Well, once you start getting these higher time derivatives in here, it turns out that, almost always, these things are not well-posed, right? You have to do special tricks in order to find a theory where it's well-posed. But that's OK. If you take the point of view that this is not a fundamental theory but it's the low-energy theory of some fundamental theory, we call that an effective field theory.
And the reason that's a reasonable thing to do is, we know that this theory-- if, say, this Chern-Simons thing is really the correct low-energy limit. It's got to pass all these other general relativity tests, like in the solar system and so on. So we're going to be close to general relativity. So this effective field theory, there should be a way to write this as general relativity plus a perturbation-- plus small correction. So as long as we accept that an effective field theory does not describe the arbitrarily small distances, then we can use perturbation theory, and that's well-posed.
All right, now you've seen this idea in other places in physics. The simplest example is radiation reaction, right? So here I've written down f equals ma for a charged particle, but then we've added the radiation reaction force with the Abraham Lorenz prescription. And when you come across this in the textbooks and so on, they go on for pages and pages about how terrible this equation is. If you set f equal to 0-- so there's no force, you just have an electron sitting on the table-- then according to this equation, there's a solution where the acceleration is growing exponentially because these terms are positive, and that's called a runaway solution, so the electron just decides, oh, I think I'll accelerate exponentially fast.
And then, to cure that, they introduced pre-acceleration-- the electron knows that it's going to have a force at noon tomorrow, so it starts moving now so that it will be just right so it won't have an exponential solution tomorrow. You need three boundary conditions because you've got a third time derivative of x here. Right? All kinds of things. OK. That's all nonsense, right? So tear those pages out of your textbook and run.
The point is, this is an approximate equation. There were some assumptions made in deriving it. In fact, they're essentially the assumptions that go into an effective field theory about the scales-- the separation of the length scales and the time scales. And the runaway solution is just a solution to an approximate equation that violates the approximations that you made. So it's clearly a spurious solution.
From the effective field theory point of view, the way to treat this is, this is a perturbation, right? So you separate the acceleration into a zeroth-order term and a first-order term on both sides. At zeroth order, m times a is f, and then at first order, m times the perturbation will be just-- and in here, for a dot, you insert the term that you found in the previous order, right? So you take a0, differentiate that, and that's what goes in here. OK? And so there's a very simple hierarchy if you wanted to go to higher order. You're always solving a second order differential equation for the right-hand side, as known.

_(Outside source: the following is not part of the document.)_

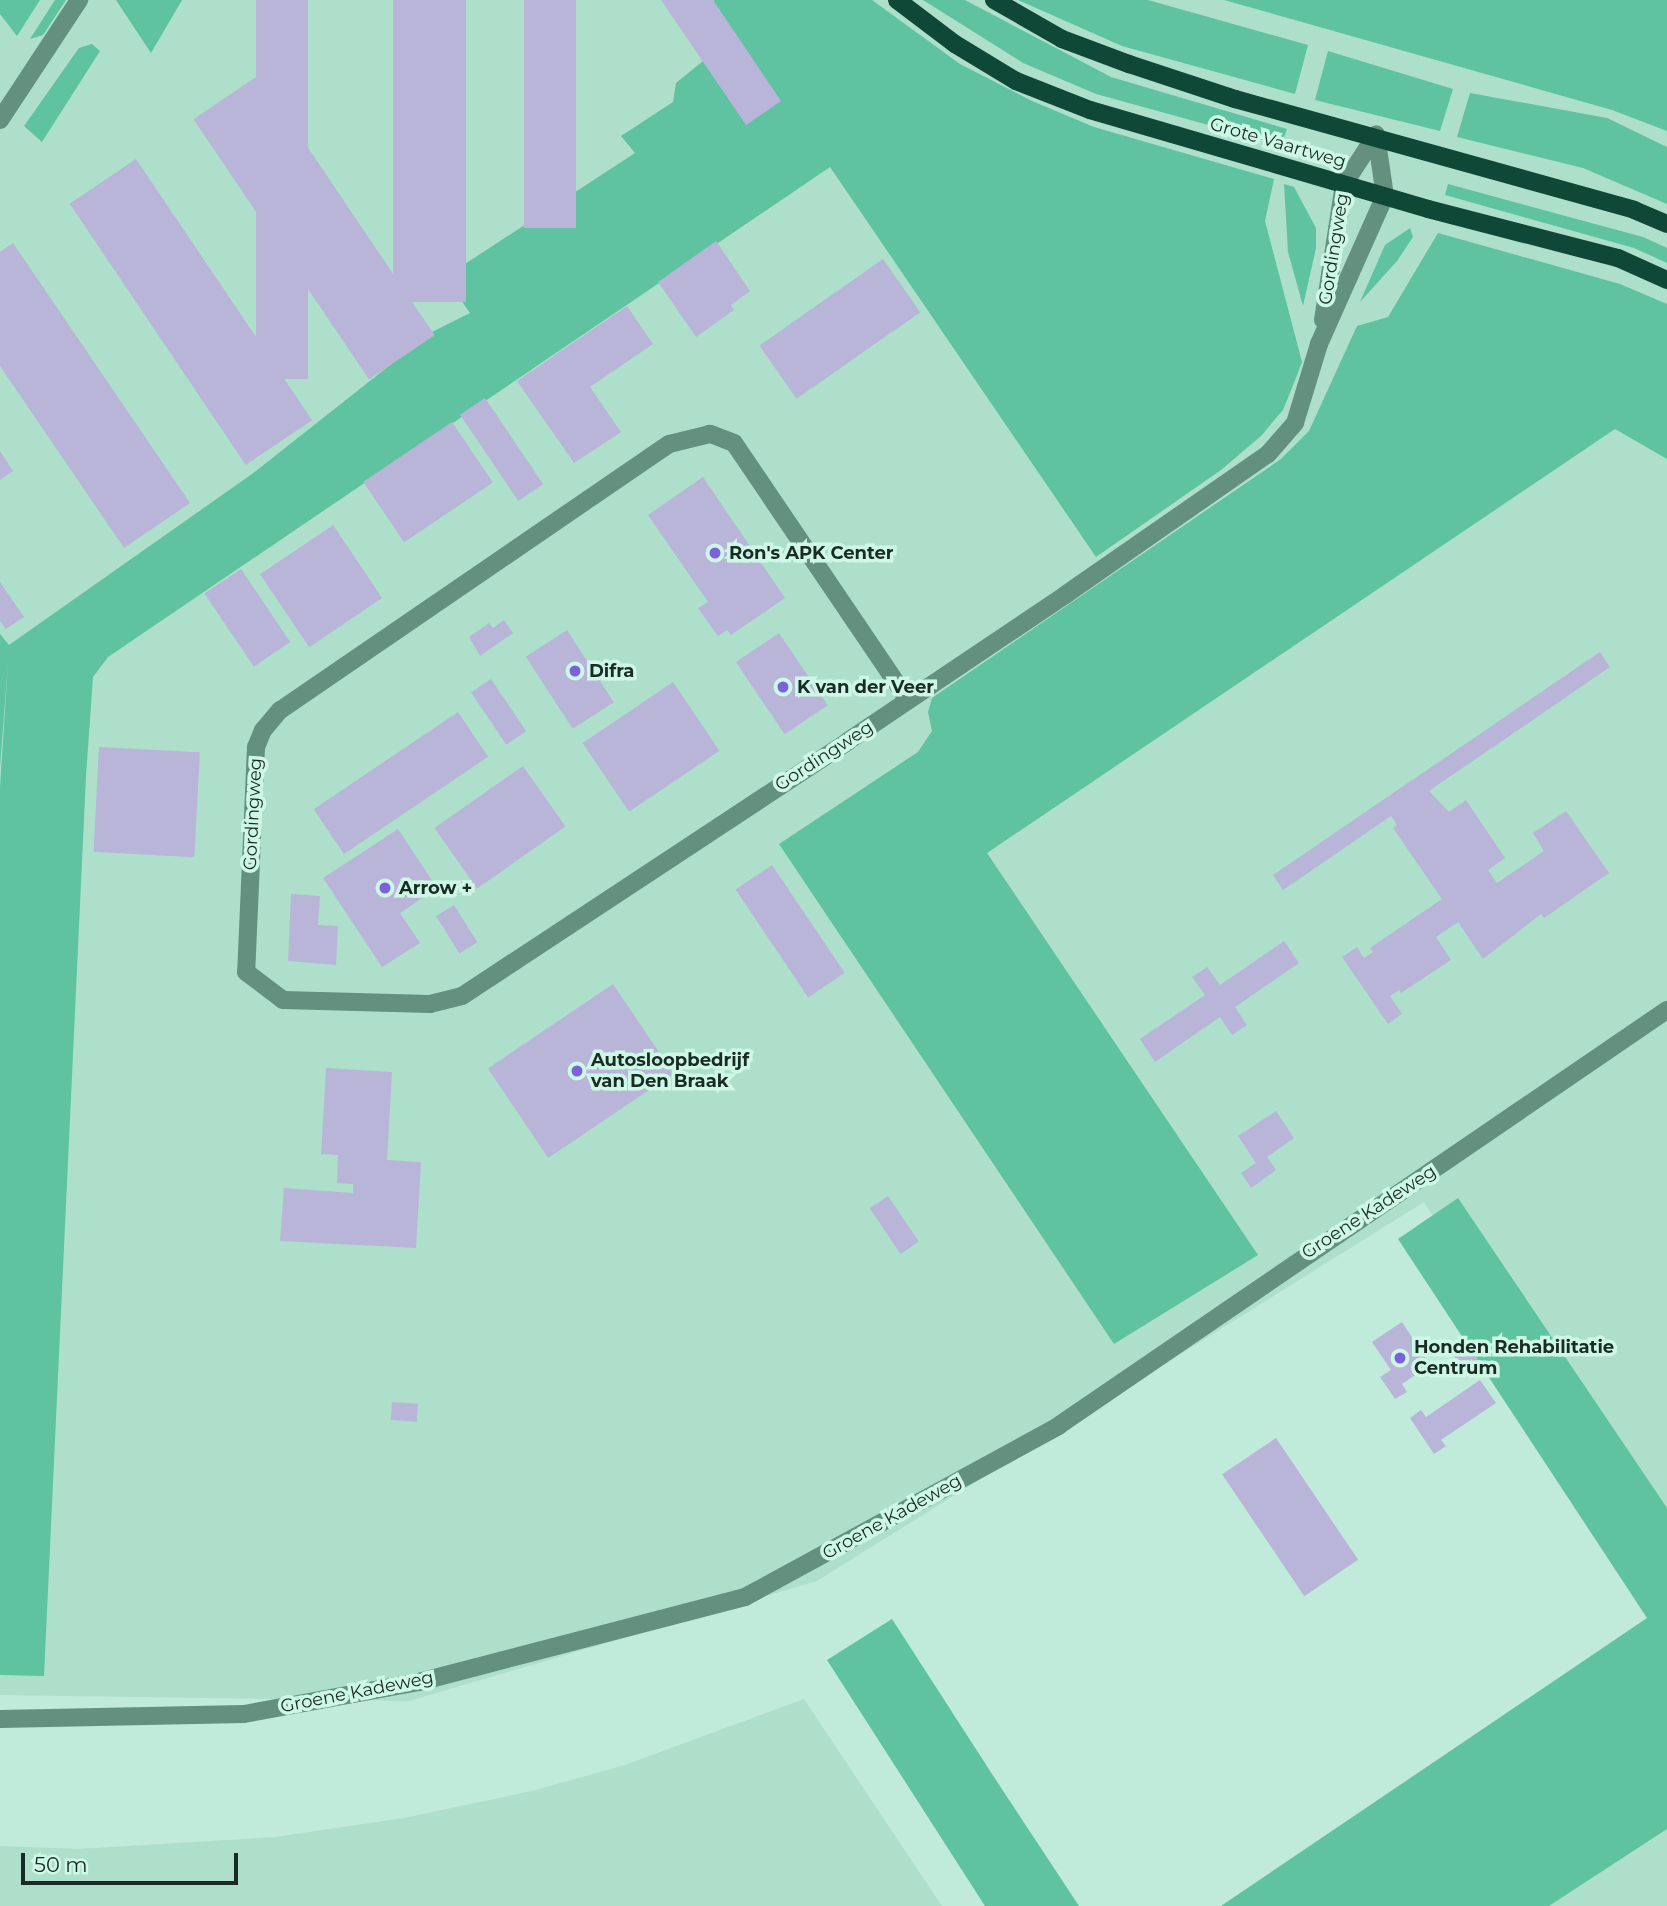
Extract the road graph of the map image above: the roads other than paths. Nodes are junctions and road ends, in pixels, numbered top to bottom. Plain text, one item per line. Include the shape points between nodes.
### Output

So you do the same thing for this dynamical Chern-Simon. At first order in those equations of motion, you get the wave equation on the scalar field, and then it's got a source term which is based on the unperturbed metric for the black holes that are inspiraling and colliding. The metric itself doesn't change to first order because the stress energy produced by this perturbation goes like the square of the amplitude of the field. So you won't have any change.
So already at first order, you can take our evolution-- this is our spectral Einstein code that does black hole evolutions. You can do a binary inspiral with Einstein's equations for the metric, and then you can evolve on that background-- you can evolve the wave equation for the scalar field and find the perturbation produced by that.
And here are some examples. So this is the waveform for the metric, and these are just three multiples of the scalar field, and the black lines, which look essentially flat, are the predictions of a post-Newtonian treatment. So earlier people had done an analytic treatment. But now, with the full numerical solution of this equation-- so this is now solved exactly on this black hole background-- you see, at the merger, there's a burst of scalar radiation that you wouldn't have known if you had done this.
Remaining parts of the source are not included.